Adding Attachments to a Document in CouchDB
To start off, here are the links to my previous posts about CouchDB:
- Relaxing on the Couch(DB)
- Installing the Couch(DB)
- PUTting the Couch(DB) in Your Living Room
- GETting Documents From CouchDB
- DELETE Documents From CouchDB
Today, I want to talk about how to create attachments for a document. Documents in CouchDB can have attachments just like an email. CouchDB has two ways for dealing with attachments:
- Inline Attachments
- Standalone Attachments
Inline Attachments
Inline attachments can be added to a document by using the dedicated _attachments attribute while PUTting the document into CouchDB.
PUT /documentstore/4f754d4b-540d-4b77-8507-6b7243ef8325 HTTP/1.1 { "Author":"Stephen Hawking", "Title":"The Universe in a Nutshell", "Tags":[{"Name":"Physics"},{"Name":"Universe"}], "_attachments": { "The Universe in a Nutshell.pdf": { "content_type": "application/pdf", "data": "JVBERi0xLjUNCiW1tbW1DQox ... " } }}
For creating an attachment, we need to provide a file name, the MIME type and the base64 encoded binary data. Its even possible to have multiple attachments for a single document.
Standalone Attachments
Standalone attachments are a fairly recent feature of CouchDB that has been added to version 0.9. As it name implies, it involves adding, updating and removing attachments without the document itself being involved.
PUT documentstore/4f754d4b-540d-4b77-8507-6b7243ef8325/ The%20Universe%20in%20a%20Nutshell.pdf?rev=1-1437623276 HTTP/1.0 Content-Length: 911240 Content-Type: application/pdf JVBERi0xLjUNCiW1tbW1DQox ...
The major difference and advantage of this approach is that the binary data is sent directly to CouchDB without the need for a base64 conversion on both the client and server. This implies a significant performance improvement when storing attachments in CouchDB. Notice that you still need to provide a MIME type using the Content-Type header.

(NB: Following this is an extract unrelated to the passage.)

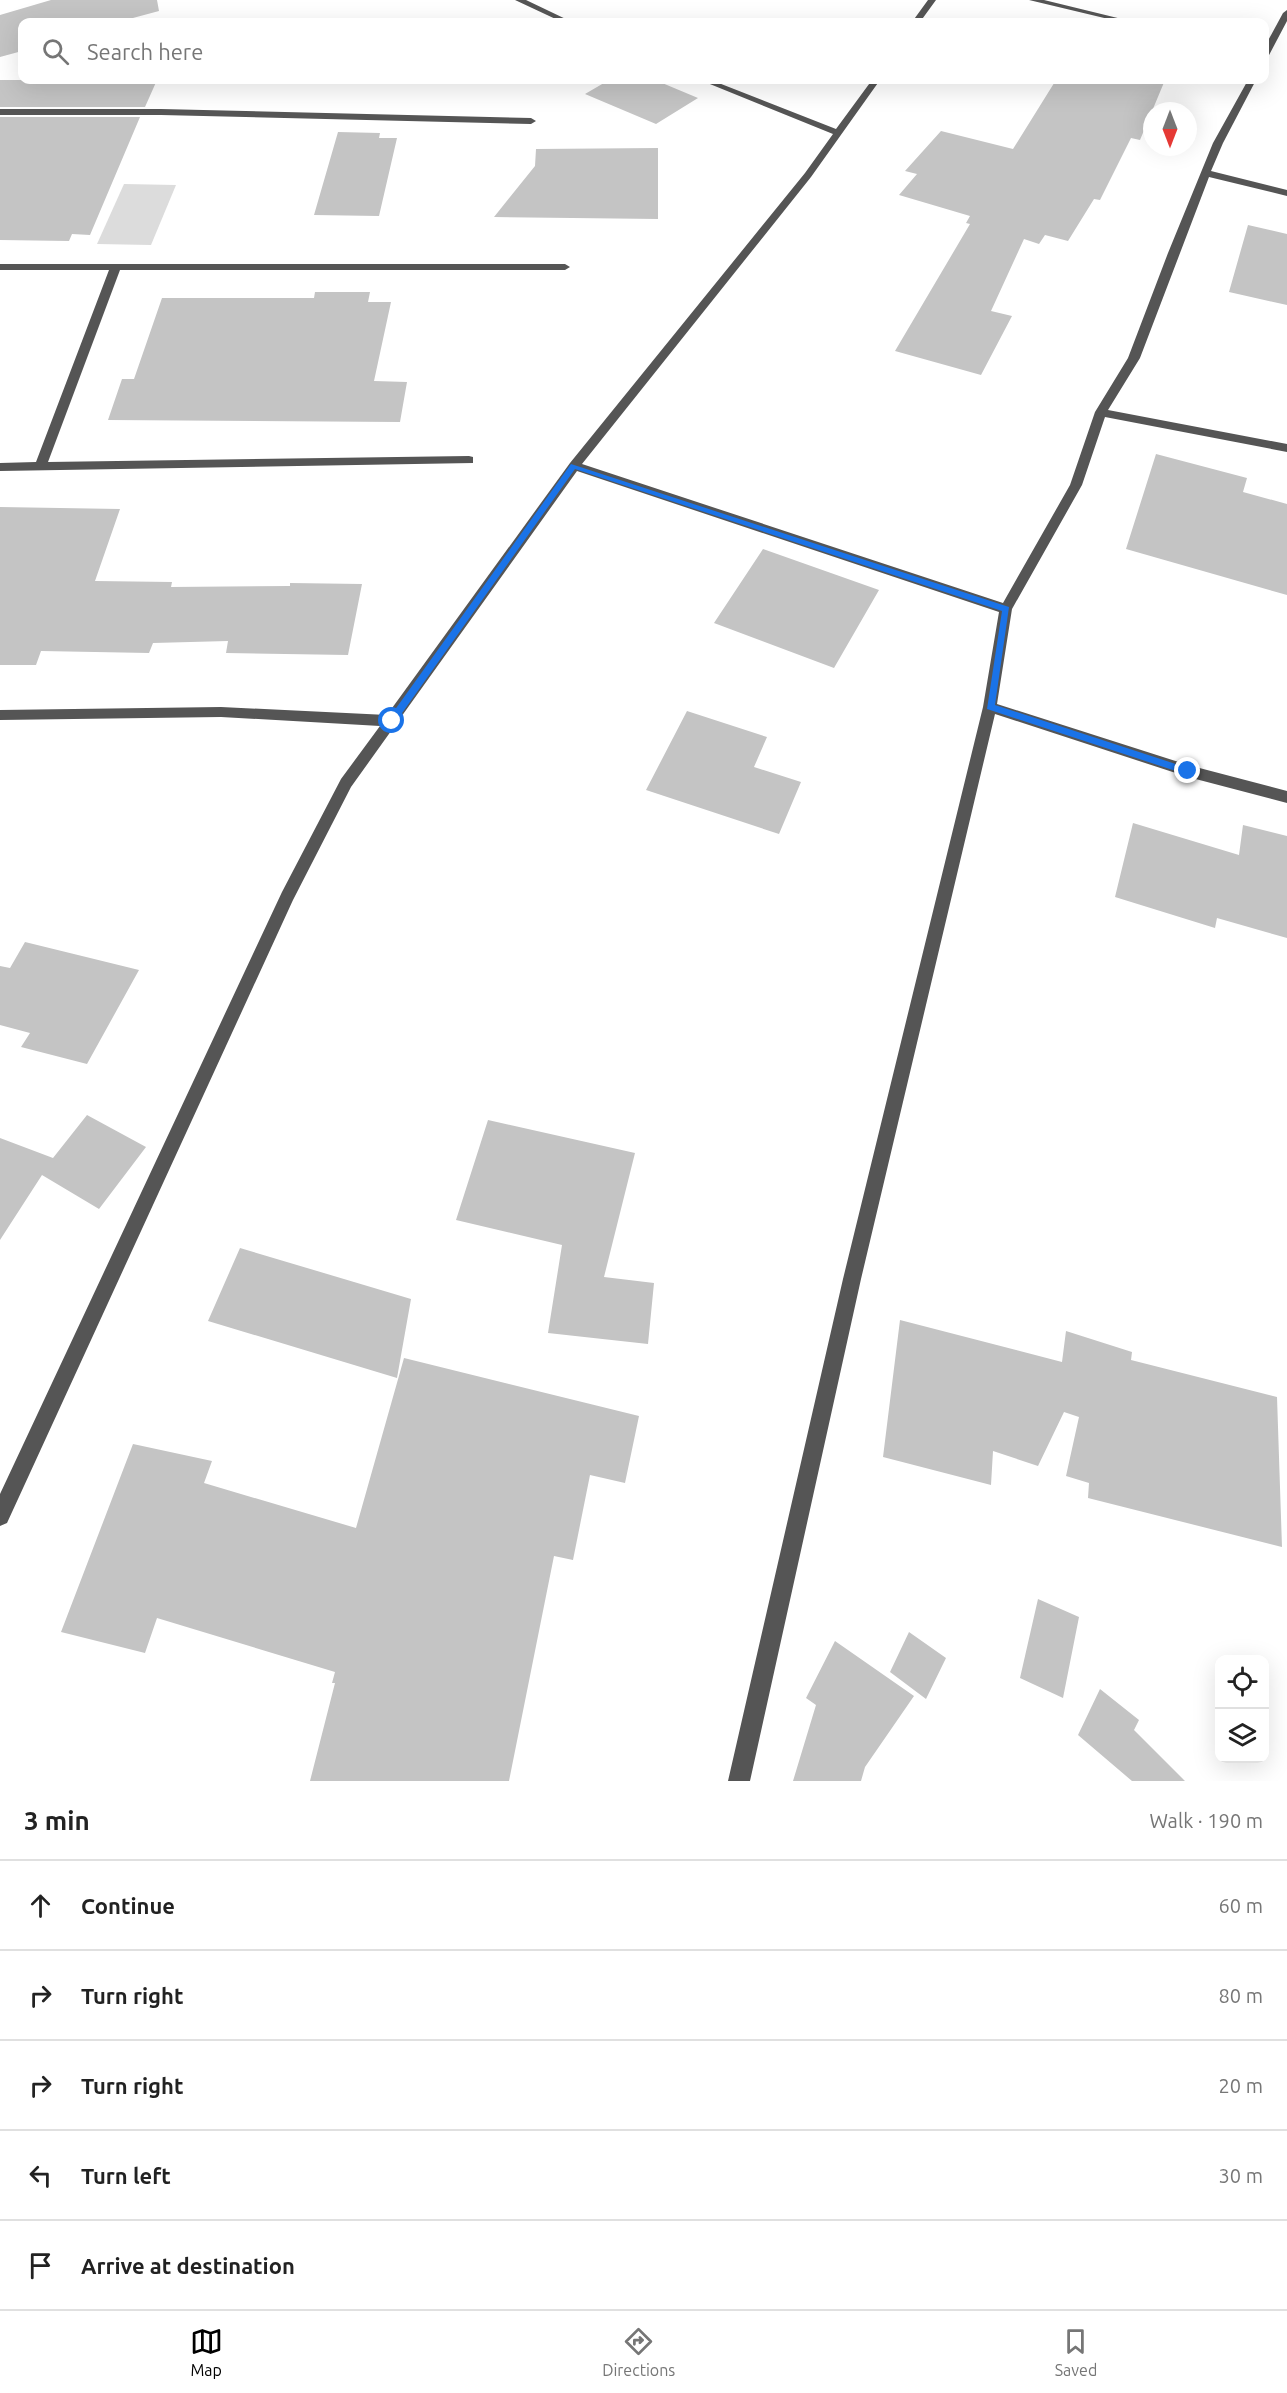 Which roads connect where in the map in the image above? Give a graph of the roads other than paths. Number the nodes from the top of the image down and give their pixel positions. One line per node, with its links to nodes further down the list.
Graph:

GETting Documents with Attachments
When retrieving a document with either an inline or standalone attachment, the actual binary data is not returned. Instead, CouchDB returns a stub to inform that the requested document has an attachment associated with it.
GET /documentstore/4f754d4b-540d-4b77-8507-6b7243ef8325 HTTP/1.1 { "_id":"4f754d4b-540d-4b77-8507-6b7243ef8325", "_rev":"1-1969924333", "Author":"Stephen Hawking", "Title":"The Universe in a Nutshell", "Tags":[{"Name":"Physics"},{"Name":"Universe"}], "_attachments": { "The Universe in a Nutshell.pdf": { "stub":true, "content_type":"application/pdf", "length":911240} } }}
In order to retrieve the binary data of the attachment itself (yes please!), we have to issue a second GET but now using both the document identifier and the file name of the attachment.
GET /documentstore/4f754d4b-540d-4b77-8507-6b7243ef8325/ The%20Universe%20in%20a%20Nutshell.pdf HTTP/1.1
CouchDB responds to this request by returning the binary data of the attachment. When an inline attachment is used, the binary data automatically gets decoded.
For my next post, I will talk about MapReduce functions providing a simple example of a Map function in particular.
Till next time.
Just what I was looking for. Thank you for this. Couldn’t find a clear answer anywhere.